Saved entries
Segment Open

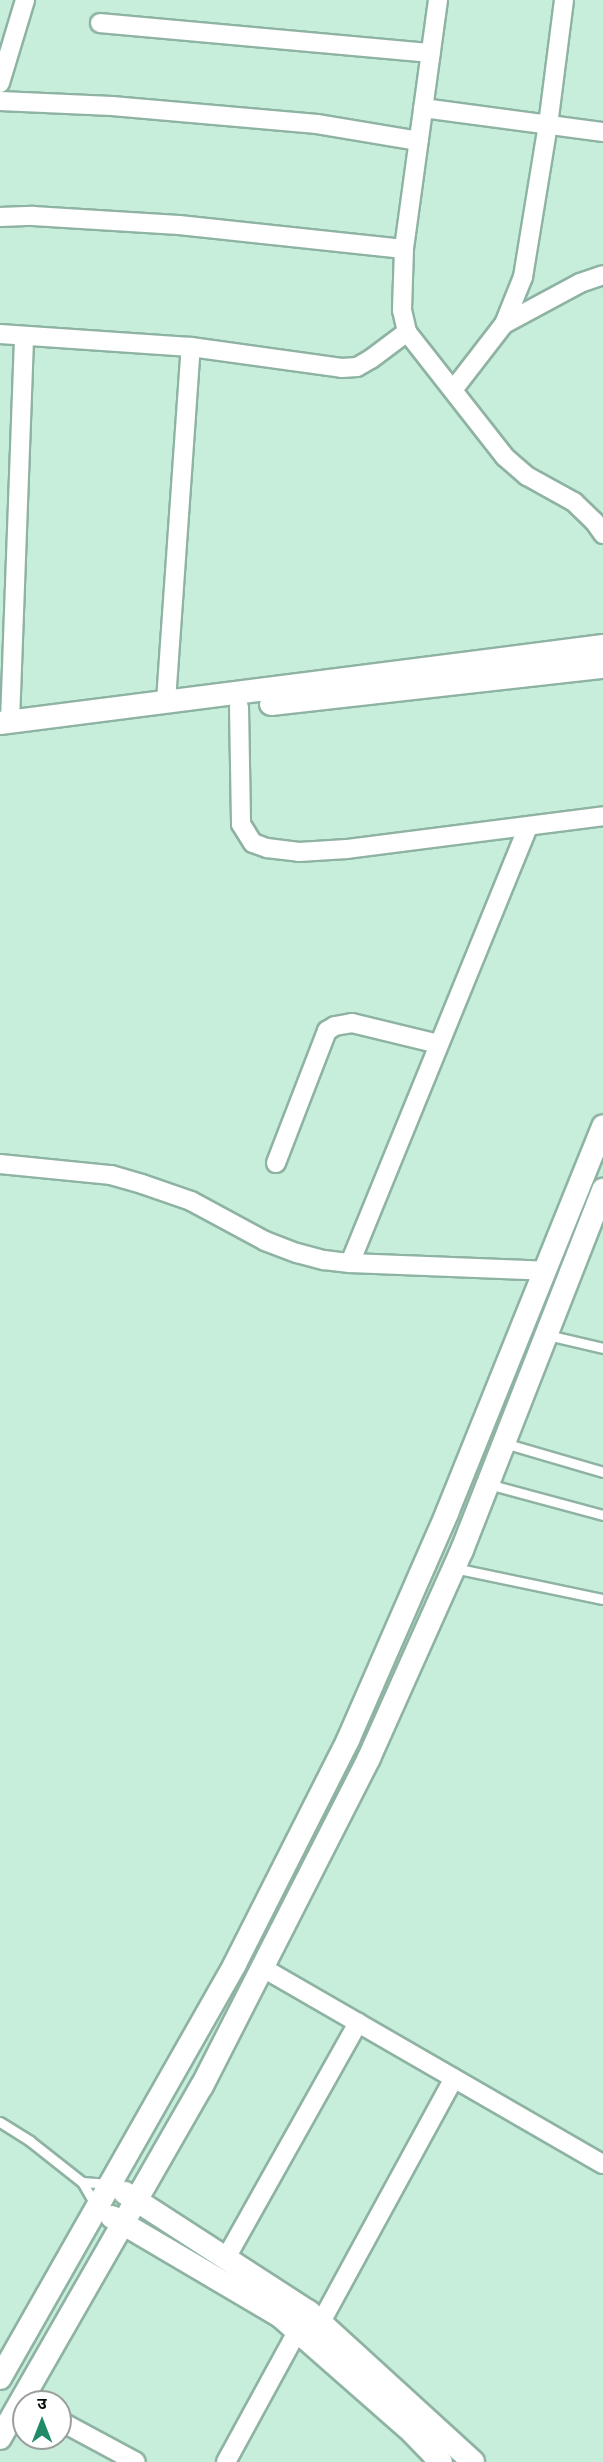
<!DOCTYPE html>
<meta charset="utf-8">
<style>
body{margin:0}
#map{position:relative;width:603px;height:2462px;overflow:hidden;background:#c7eddb;font-family:"Nunito Sans","Noto Sans Devanagari",sans-serif}
div>[style]{position:absolute}
.roads{filter:drop-shadow(2px 0 #8fb3a3) drop-shadow(-2px 0 #8fb3a3) drop-shadow(0 2px #8fb3a3) drop-shadow(0 -2px #8fb3a3)}
.service>*{height:9px;margin:-4.5px;padding:0 4.5px;transform-origin:4.5px;border-radius:4.5px;background:#fff}
.minor>*{height:18px;margin:-9px;padding:0 9px;transform-origin:9px;border-radius:9px;background:#fff}
.tertiary>*{height:22px;margin:-11px;padding:0 11px;transform-origin:11px;border-radius:11px;background:#fff}
span{translate:-50% -50%;white-space:nowrap;text-align:center;line-height:1.15;-webkit-text-stroke:6px #fff;paint-order:stroke}
.north{position:absolute;left:12px;top:2390px;width:60px;height:60px;box-sizing:border-box;background:#fff;border:2px solid #9a9f9d;border-radius:50%;rotate:0deg;font-size:16px;font-weight:700;line-height:24px;text-align:center;color:#030f0a}
.north::after{content:'';display:block;margin:auto;width:21px;height:27px;background:#218b69;clip-path:polygon(50% 0,100% 100%,50% 72%,0 100%)}
</style>
<div id="map">
<div class="roads">
<div class="service">
<i style="left:547px;top:1335px;width:57px;rotate:13.1deg"></i>
<i style="left:504px;top:1443px;width:103px;rotate:16.3deg"></i>
<i style="left:488px;top:1484px;width:119px;rotate:15.1deg"></i>
<i style="left:454px;top:1568px;width:152px;rotate:11.8deg"></i>
<i style="left:0;top:2122px;width:36px;rotate:32deg"></i>
<i style="left:30px;top:2141px;width:66px;rotate:38.3deg"></i>
<i style="left:96px;top:2206px;width:28px;rotate:-120deg"></i>
<i style="left:82px;top:2182px;width:27px;rotate:4deg"></i>
</div>
<div class="minor">
<i style="left:438px;top:0;width:251px;rotate:97.8deg"></i>
<i style="left:404px;top:249px;width:61px;rotate:91.9deg"></i>
<i style="left:402px;top:310px;width:23px;rotate:77deg"></i>
<i style="left:407px;top:332px;width:159px;rotate:51.9deg"></i>
<i style="left:505px;top:457px;width:29px;rotate:41deg"></i>
<i style="left:527px;top:476px;width:54px;rotate:29deg"></i>
<i style="left:574px;top:502px;width:28px;rotate:44deg"></i>
<i style="left:594px;top:521px;width:16px;rotate:55deg"></i>
<i style="left:100px;top:23px;width:332px;rotate:5.2deg"></i>
<i style="left:0;top:83px;width:87px;rotate:-73.2deg"></i>
<i style="left:0;top:101px;width:112px;rotate:2.6deg"></i>
<i style="left:112px;top:106px;width:206px;rotate:5deg"></i>
<i style="left:317px;top:124px;width:103px;rotate:9.5deg"></i>
<i style="left:423px;top:108px;width:182px;rotate:7.6deg"></i>
<i style="left:0;top:217px;width:33px;rotate:-2deg"></i>
<i style="left:33px;top:216px;width:146px;rotate:3.5deg"></i>
<i style="left:179px;top:225px;width:226px;rotate:6.1deg"></i>
<i style="left:504px;top:324px;width:86px;rotate:-28.3deg"></i>
<i style="left:580px;top:283px;width:24px;rotate:-19deg"></i>
<i style="left:0;top:334px;width:191px;rotate:3.9deg"></i>
<i style="left:191px;top:347px;width:152px;rotate:7.9deg"></i>
<i style="left:342px;top:368px;width:15px;rotate:-4deg"></i>
<i style="left:357px;top:367px;width:16px;rotate:-30deg"></i>
<i style="left:371px;top:359px;width:45px;rotate:-36.9deg"></i>
<i style="left:453px;top:390px;width:83px;rotate:-52.3deg"></i>
<i style="left:504px;top:324px;width:51px;rotate:-68deg"></i>
<i style="left:523px;top:277px;width:154px;rotate:-80.7deg"></i>
<i style="left:548px;top:125px;width:126px;rotate:-82.7deg"></i>
<i style="left:166px;top:701px;width:355px;rotate:-86deg"></i>
<i style="left:239px;top:707px;width:117px;rotate:89deg"></i>
<i style="left:241px;top:824px;width:22px;rotate:58deg"></i>
<i style="left:253px;top:843px;width:15px;rotate:20deg"></i>
<i style="left:267px;top:848px;width:32px;rotate:7deg"></i>
<i style="left:299px;top:852px;width:48px;rotate:-3.6deg"></i>
<i style="left:347px;top:849px;width:258px;rotate:-7.3deg"></i>
<i style="left:10px;top:721px;width:385px;rotate:-87.9deg"></i>
<i style="left:276px;top:1163px;width:142px;rotate:-68.9deg"></i>
<i style="left:327px;top:1031px;width:9px;rotate:-32deg"></i>
<i style="left:335px;top:1026px;width:17px;rotate:-10deg"></i>
<i style="left:352px;top:1023px;width:89px;rotate:13.6deg"></i>
<i style="left:0;top:1164px;width:112px;rotate:5.7deg"></i>
<i style="left:111px;top:1175px;width:32px;rotate:16deg"></i>
<i style="left:142px;top:1184px;width:52px;rotate:19.1deg"></i>
<i style="left:191px;top:1201px;width:84px;rotate:28.4deg"></i>
<i style="left:265px;top:1241px;width:34px;rotate:21deg"></i>
<i style="left:297px;top:1253px;width:28px;rotate:15deg"></i>
<i style="left:324px;top:1260px;width:26px;rotate:7deg"></i>
<i style="left:350px;top:1263px;width:196px;rotate:2.3deg"></i>
<i style="left:350px;top:1263px;width:472px;rotate:-67.8deg"></i>
<i style="left:263px;top:1968px;width:392px;rotate:30deg"></i>
<i style="left:226px;top:2258px;width:270px;rotate:-60.7deg"></i>
<i style="left:315px;top:2333px;width:290px;rotate:-61.4deg"></i>
<i style="left:60px;top:2421px;width:86px;rotate:28.3deg"></i>
<i style="left:226px;top:2462px;width:161px;rotate:-61.4deg"></i>
</div>
<div class="tertiary">
<i style="left:271px;top:704px;width:334px;rotate:-6.4deg"></i>
<i style="left:0;top:723px;width:608px;rotate:-7.28deg"></i>
<i style="left:125px;top:2193px;width:219px;rotate:32.9deg"></i>
<i style="left:309px;top:2312px;width:222px;rotate:42.4deg"></i>
<i style="left:112px;top:2217px;width:195px;rotate:30.5deg"></i>
<i style="left:280px;top:2316px;width:177px;rotate:41.3deg"></i>
<i style="left:413px;top:2433px;width:40px;rotate:46deg"></i>
<i style="left:0;top:2378px;width:476px;rotate:-60.4deg"></i>
<i style="left:235px;top:1964px;width:251px;rotate:-63.2deg"></i>
<i style="left:348px;top:1740px;width:248px;rotate:-66.4deg"></i>
<i style="left:447px;top:1513px;width:417px;rotate:-68deg"></i>
<i style="left:0;top:2438px;width:406px;rotate:-60.2deg"></i>
<i style="left:202px;top:2086px;width:368px;rotate:-63deg"></i>
<i style="left:369px;top:1758px;width:228px;rotate:-65.9deg"></i>
<i style="left:462px;top:1550px;width:387px;rotate:-68.6deg"></i>
</div>
</div>
<div class="north">उ</div>
</div>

Segment Closed

**TASK DESCRIPTION**
What this exercise asks for is every line of the data above with the word "border".

**SOLUTION TO THE EXERCISE**
.service>*{height:9px;margin:-4.5px;padding:0 4.5px;transform-origin:4.5px;border-radius:4.5px;background:#fff}
.minor>*{height:18px;margin:-9px;padding:0 9px;transform-origin:9px;border-radius:9px;background:#fff}
.tertiary>*{height:22px;margin:-11px;padding:0 11px;transform-origin:11px;border-radius:11px;background:#fff}
.north{position:absolute;left:12px;top:2390px;width:60px;height:60px;box-sizing:border-box;background:#fff;border:2px solid #9a9f9d;border-radius:50%;rotate:0deg;font-size:16px;font-weight:700;line-height:24px;text-align:center;color:#030f0a}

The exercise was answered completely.